Izobilne (Ізобільне; Изобильное), known until 1945 by the Crimean Tatar name of Körbekül (Russian and Корбек), is a village in Alushta Municipality, Crimea, a region internationally recognised as part of Ukraine but occupied by Russia since 2014.

== History ==
Körbekül was established in the late 15th century, and was first occupied by the Red Army in January 1918 during the Russian Civil War. The village was depopulated during the deportation of the Crimean Tatars, and renamed to Izobilne.

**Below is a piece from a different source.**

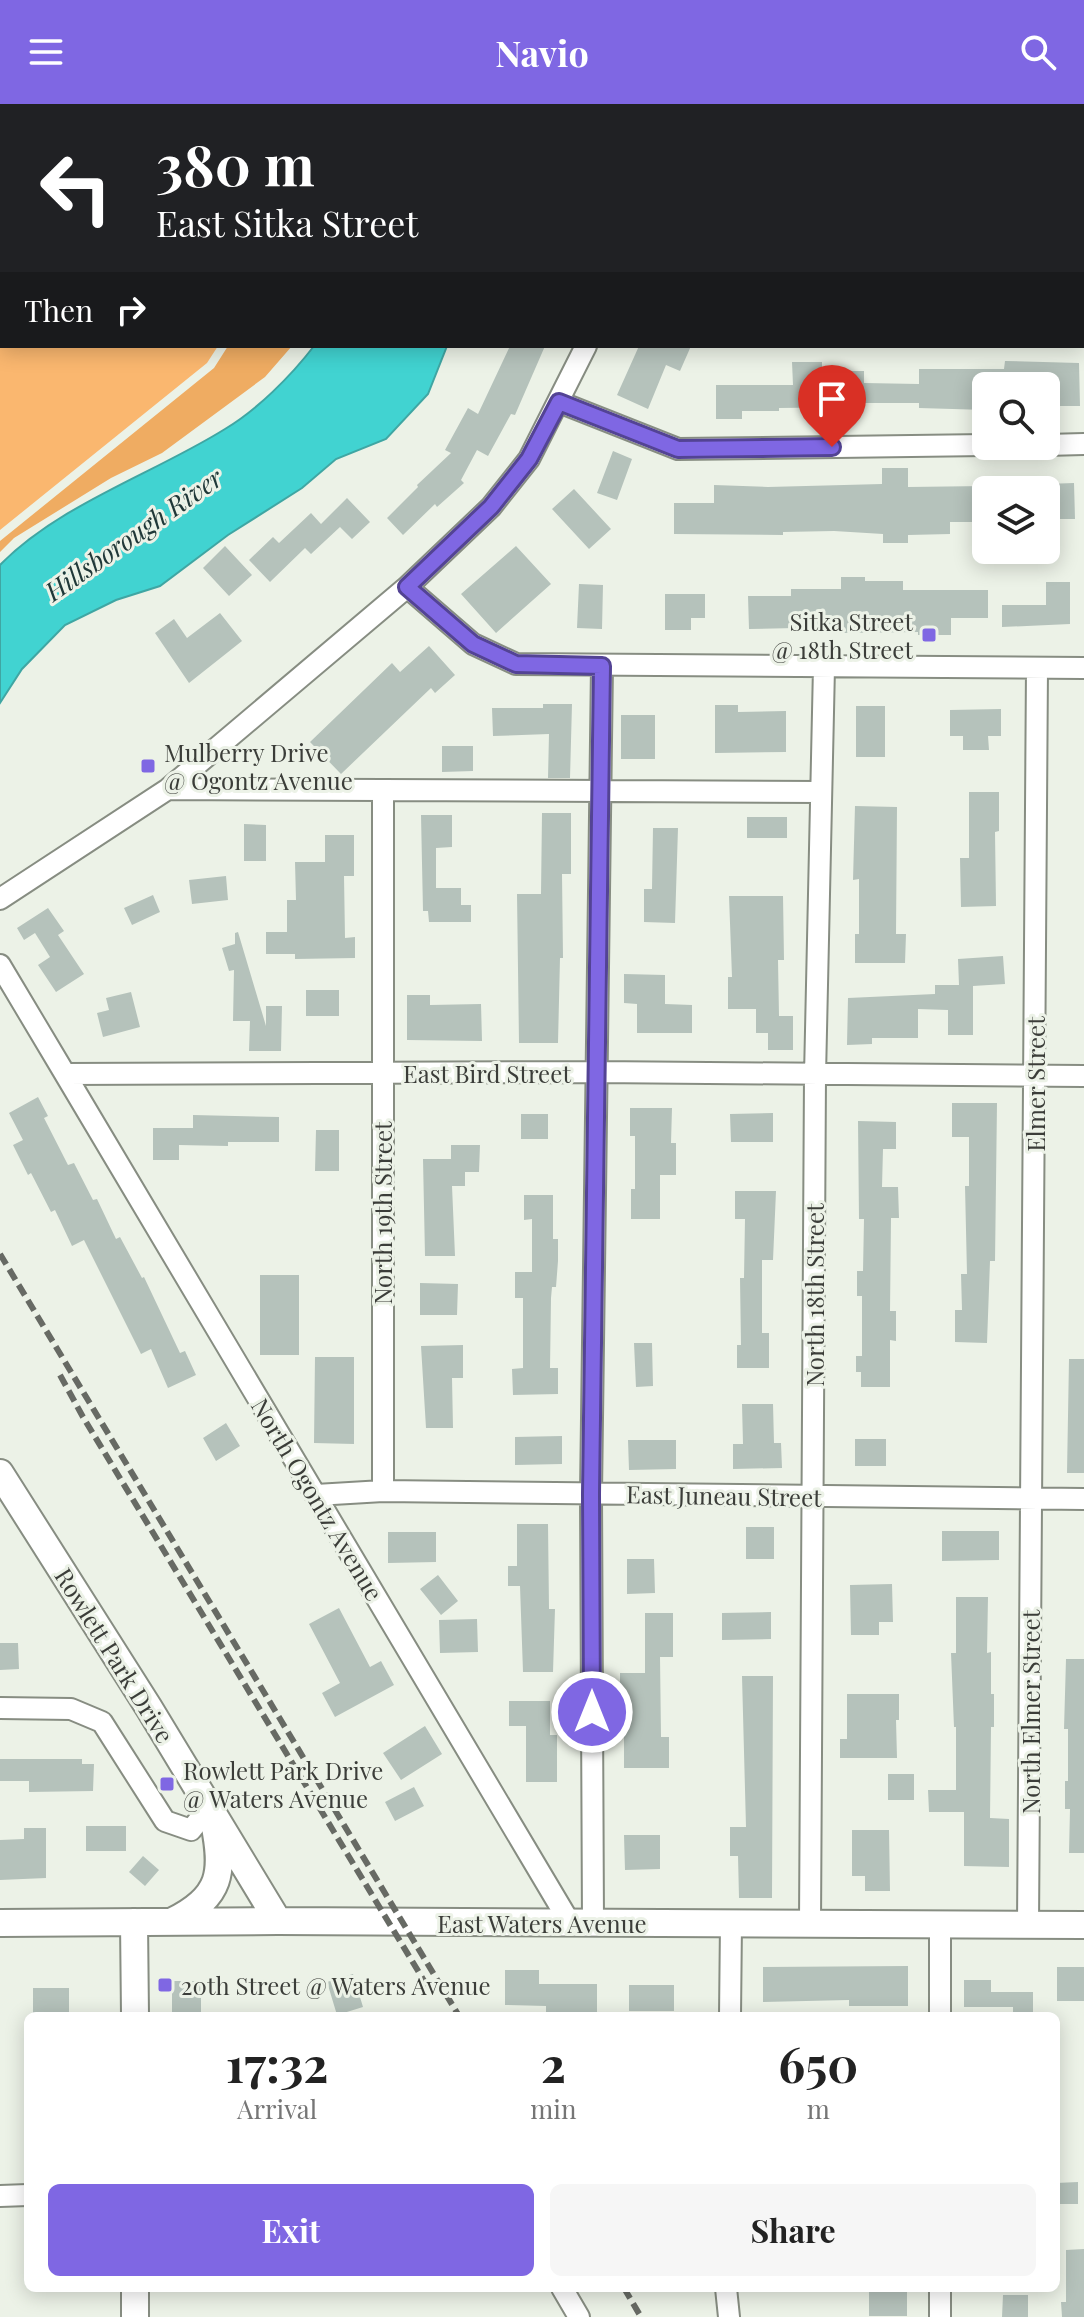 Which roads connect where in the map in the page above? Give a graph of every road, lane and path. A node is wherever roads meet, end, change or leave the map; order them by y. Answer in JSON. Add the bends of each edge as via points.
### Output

Izobilne is home to Körbek Cami, a large mosque. Known for its beauty, the mosque's minaret was destroyed in the early 20th century and subsequently closed following the deportation of the Crimean Tatars. In 1994, amidst the 1992–1994 Crimean crisis, the mosque was rebuilt in 2014 with funding from Turkish businessman Murat Ülker. His grandfather was the final imam of the mosque before being forced abroad during the Great Purge.

== Demographics ==
According to the 2001 Ukrainian census, Izobilne has a population of 2,305. Of this population, 67.68% speaks the Russian language. Crimean Tatar is the second largest language and is spoken by 25.77% of the population. Ukrainian is spoken by 5.34% of the population.